The results of the survey, which was carried out across 1,017 adults in the US, were published on Tuesday, August 13.
It was conducted by Survey Monkey on behalf of the Trustworthy Accountability Group (TAG), which aims to fight ad-supported internet piracy, and the Brand Safety Institute (BSI), an organisation which helps brands better safeguard their businesses.
According to the survey, 53% of respondents said advertisers should prevent their ads from running near pirated content and 73% said brands should stop their ads being run on unsafe or hacked websites.
This correlated with the finding that 45% of those surveyed said they would stop buying a product that was advertised on a pirate site.
When asked who should be responsible for ensuring ads do not run alongside inappropriate or pirated content, respondents broadly (70%) assigned responsibility to the brand owner.

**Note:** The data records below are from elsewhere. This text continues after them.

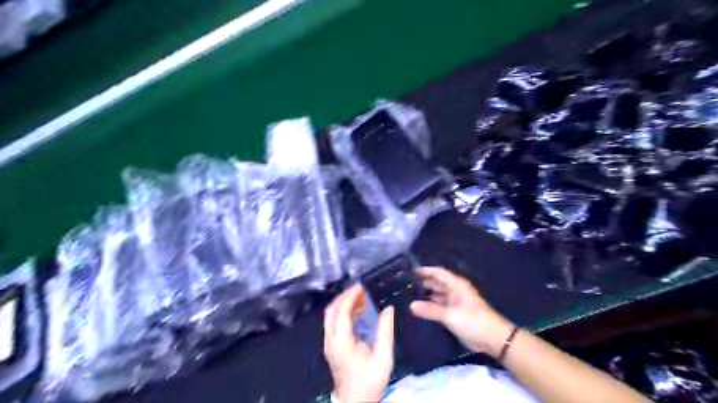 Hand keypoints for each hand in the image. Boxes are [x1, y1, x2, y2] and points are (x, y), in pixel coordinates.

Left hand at [325, 285, 395, 400]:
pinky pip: (332, 322)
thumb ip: (385, 332)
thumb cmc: (369, 381)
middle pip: (331, 310)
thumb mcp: (383, 358)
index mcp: (341, 342)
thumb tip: (388, 309)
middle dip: (345, 296)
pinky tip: (356, 311)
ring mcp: (328, 343)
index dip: (350, 296)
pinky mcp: (330, 346)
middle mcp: (330, 340)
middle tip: (361, 289)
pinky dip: (342, 312)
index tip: (361, 286)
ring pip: (330, 315)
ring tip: (360, 297)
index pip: (341, 311)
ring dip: (343, 303)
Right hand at [410, 268, 510, 355]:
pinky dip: (431, 306)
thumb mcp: (451, 315)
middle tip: (406, 284)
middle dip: (424, 282)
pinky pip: (440, 306)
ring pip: (438, 294)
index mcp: (457, 285)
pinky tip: (420, 308)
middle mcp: (455, 291)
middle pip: (437, 283)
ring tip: (409, 295)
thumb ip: (430, 310)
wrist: (495, 340)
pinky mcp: (456, 314)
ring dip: (426, 294)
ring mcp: (456, 302)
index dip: (425, 270)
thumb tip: (411, 305)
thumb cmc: (474, 321)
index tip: (410, 271)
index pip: (439, 272) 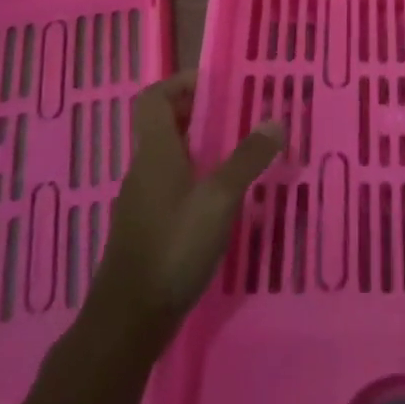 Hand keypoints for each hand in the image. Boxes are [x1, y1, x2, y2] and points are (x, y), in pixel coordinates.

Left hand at [86, 71, 282, 352]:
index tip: (218, 85)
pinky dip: (198, 180)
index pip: (154, 97)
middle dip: (202, 114)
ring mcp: (144, 201)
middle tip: (241, 116)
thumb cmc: (173, 247)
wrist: (129, 320)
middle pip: (166, 125)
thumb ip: (247, 158)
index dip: (182, 83)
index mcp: (155, 152)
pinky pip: (174, 187)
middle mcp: (145, 169)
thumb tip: (275, 120)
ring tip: (242, 152)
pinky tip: (226, 199)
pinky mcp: (149, 228)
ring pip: (172, 157)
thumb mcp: (219, 199)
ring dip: (203, 148) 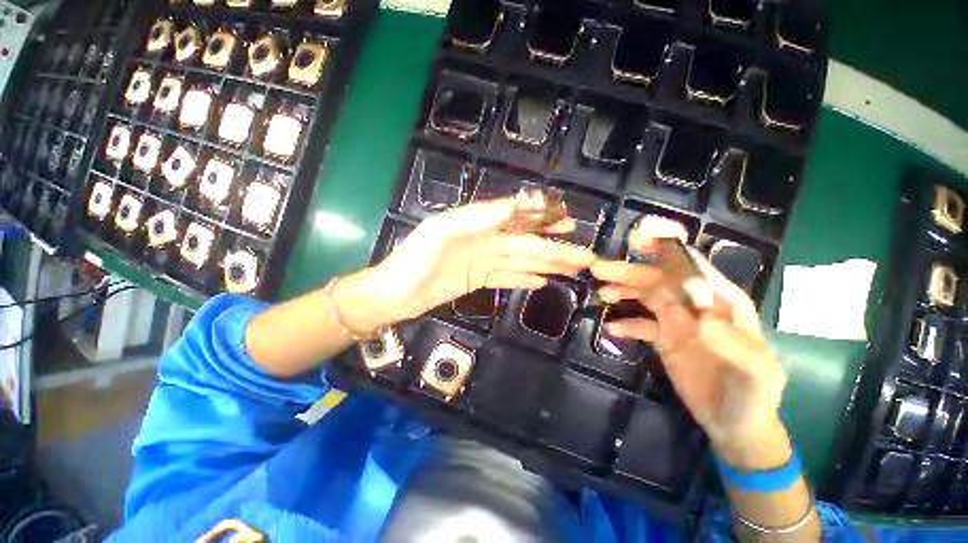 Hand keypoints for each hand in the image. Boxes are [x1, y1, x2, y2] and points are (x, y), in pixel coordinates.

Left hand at [338, 198, 595, 334]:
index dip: (543, 217)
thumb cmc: (414, 262)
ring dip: (547, 264)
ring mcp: (482, 261)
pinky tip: (542, 281)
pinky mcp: (478, 279)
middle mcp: (483, 239)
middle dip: (555, 248)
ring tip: (572, 270)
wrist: (394, 295)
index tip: (569, 220)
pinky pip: (507, 277)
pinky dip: (524, 278)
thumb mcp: (442, 233)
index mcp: (475, 223)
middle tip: (584, 254)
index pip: (516, 216)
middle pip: (525, 242)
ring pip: (521, 261)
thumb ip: (477, 218)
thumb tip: (515, 205)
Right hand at [591, 246, 787, 466]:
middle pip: (660, 281)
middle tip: (600, 269)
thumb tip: (696, 318)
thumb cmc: (753, 396)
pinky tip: (611, 328)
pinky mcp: (664, 338)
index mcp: (723, 303)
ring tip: (602, 293)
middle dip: (631, 272)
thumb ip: (730, 341)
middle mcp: (697, 306)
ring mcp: (678, 322)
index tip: (638, 242)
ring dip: (623, 292)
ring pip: (646, 297)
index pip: (694, 269)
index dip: (667, 252)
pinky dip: (625, 324)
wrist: (736, 425)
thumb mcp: (754, 372)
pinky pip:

Mike Zaneis, the CEO of TAG and co-founder of BSI, said: “This survey drives home the real and measurable risk to a company’s bottom line from a preventable brand safety crisis.
“While reputational harm can be hard to measure, consumers said that they plan to vote with their wallets if brands fail to take the necessary steps to protect their supply chain from risks such as hate speech, malware, and piracy.”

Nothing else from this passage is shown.